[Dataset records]

-- Opening Marker --

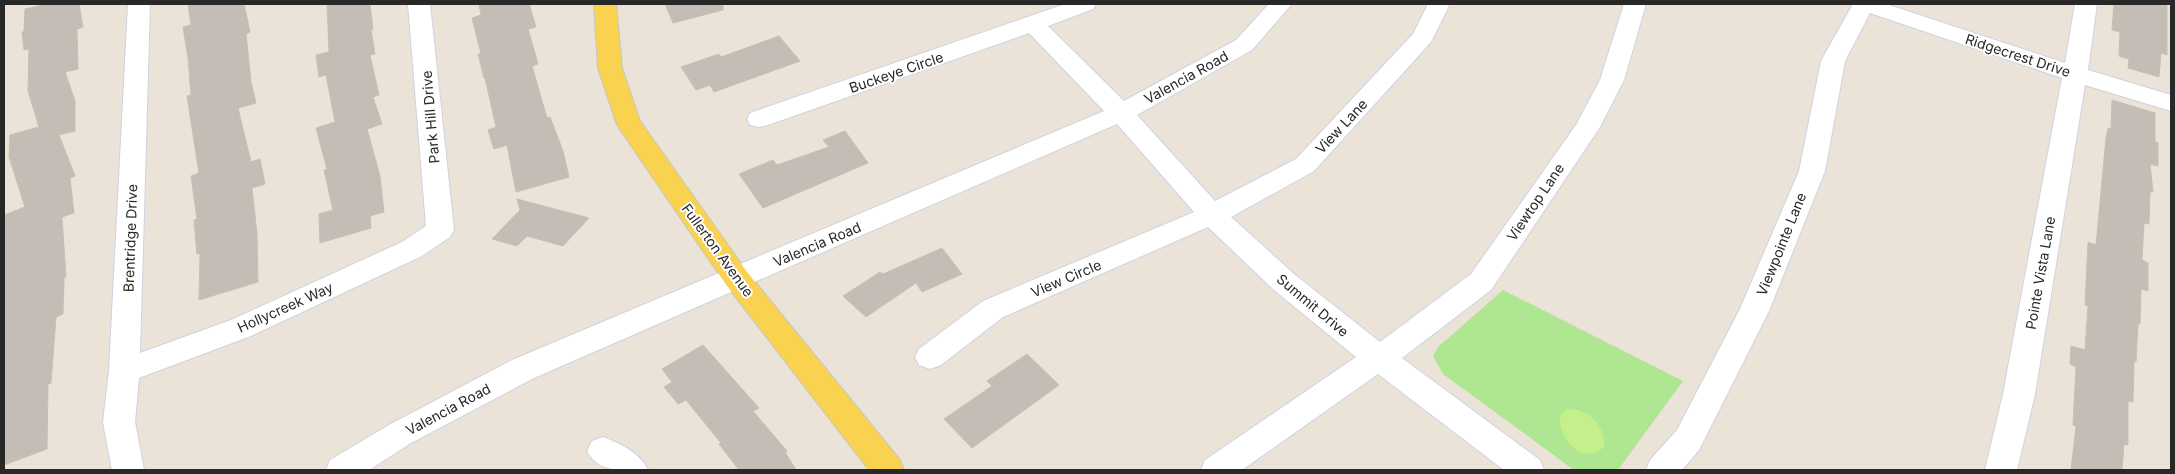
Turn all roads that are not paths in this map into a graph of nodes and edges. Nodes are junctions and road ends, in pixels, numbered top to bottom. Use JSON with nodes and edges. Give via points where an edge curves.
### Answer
{"nodes":[{"id":1,"x":139,"y":4,"type":"edge"},
{"id":2,"x":420,"y":4,"type":"edge"},
{"id":3,"x":605,"y":4,"type":"edge"},
{"id":4,"x":1085,"y":4,"type":"edge"},
{"id":5,"x":1281,"y":4,"type":"edge"},
{"id":6,"x":1439,"y":4,"type":"edge"},
{"id":7,"x":1635,"y":4,"type":"edge"},
{"id":8,"x":1865,"y":4,"type":"edge"},
{"id":9,"x":2086,"y":4,"type":"edge"},
{"id":10,"x":1033,"y":24,"type":"junction"},
{"id":11,"x":2075,"y":74,"type":"junction"},
{"id":12,"x":2171,"y":103,"type":"edge"},
{"id":13,"x":1122,"y":113,"type":"junction"},
{"id":14,"x":759,"y":119,"type":"dead end"},
{"id":15,"x":1212,"y":214,"type":"junction"},
{"id":16,"x":440,"y":230,"type":"joint"},
{"id":17,"x":737,"y":279,"type":"junction"},
{"id":18,"x":930,"y":357,"type":"dead end"},
{"id":19,"x":1378,"y":358,"type":"junction"},
{"id":20,"x":124,"y":371,"type":"junction"},
{"id":21,"x":603,"y":451,"type":"dead end"},
{"id":22,"x":128,"y":470,"type":"edge"},
{"id":23,"x":342,"y":470,"type":"edge"},
{"id":24,"x":632,"y":470,"type":"edge"},
{"id":25,"x":888,"y":470,"type":"edge"},
{"id":26,"x":1217,"y":470,"type":"edge"},
{"id":27,"x":1528,"y":470,"type":"edge"},
{"id":28,"x":1662,"y":470,"type":"edge"},
{"id":29,"x":2001,"y":470,"type":"edge"}],
"edges":[{"from":1,"to":20,"type":"street","name":"Brentridge Drive"},
{"from":2,"to":16,"type":"street","name":"Park Hill Drive"},
{"from":3,"to":17,"type":"main road","name":"Fullerton Avenue","via":[[610,68],[628,122]]},
{"from":4,"to":10,"type":"street","name":"Buckeye Circle"},
{"from":5,"to":13,"type":"street","name":"Valencia Road","via":[[1244,45]]},
{"from":6,"to":15,"type":"street","name":"View Lane","via":[[1423,36],[1305,165]]},
{"from":7,"to":19,"type":"street","name":"Viewtop Lane","via":[[1612,80],[1587,127],[1481,282],[1404,342]]},
{"from":8,"to":11,"type":"street","name":"Ridgecrest Drive"},
{"from":8,"to":28,"type":"street","name":"Viewpointe Lane","via":[[1834,61],[1812,171],[1754,311],[1688,440]]},
{"from":9,"to":11,"type":"street","name":"Pointe Vista Lane"},
{"from":10,"to":13,"type":"street","name":"Summit Drive"},
{"from":10,"to":14,"type":"street","name":"Buckeye Circle"},
{"from":11,"to":12,"type":"street","name":"Ridgecrest Drive"},
{"from":11,"to":29,"type":"street","name":"Pointe Vista Lane","via":[[2019,394]]},
{"from":13,"to":15,"type":"street","name":"Summit Drive"},
{"from":13,"to":17,"type":"street","name":"Valencia Road"},
{"from":15,"to":18,"type":"street","name":"View Circle","via":[[993,309]]},
{"from":15,"to":19,"type":"street","name":"Summit Drive","via":[[1284,282]]},
{"from":16,"to":20,"type":"street","name":"Hollycreek Way","via":[[412,249],[241,328]]},
{"from":17,"to":23,"type":"street","name":"Valencia Road","via":[[523,369],[400,434]]},
{"from":17,"to":25,"type":"main road","name":"Fullerton Avenue"},
{"from":19,"to":26,"type":"street","name":"Viewtop Lane"},
{"from":19,"to":27,"type":"street","name":"Summit Drive"},
{"from":20,"to":22,"type":"street","name":"Brentridge Drive","via":[[119,422]]},
{"from":21,"to":24,"type":"street"}]}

-- Closing Marker --

## What is expected
For each line above that includes the word "dead", make a copy of that line.

## Solution to the exercise
{"id":14,"x":759,"y":119,"type":"dead end"},
{"id":18,"x":930,"y":357,"type":"dead end"},
{"id":21,"x":603,"y":451,"type":"dead end"},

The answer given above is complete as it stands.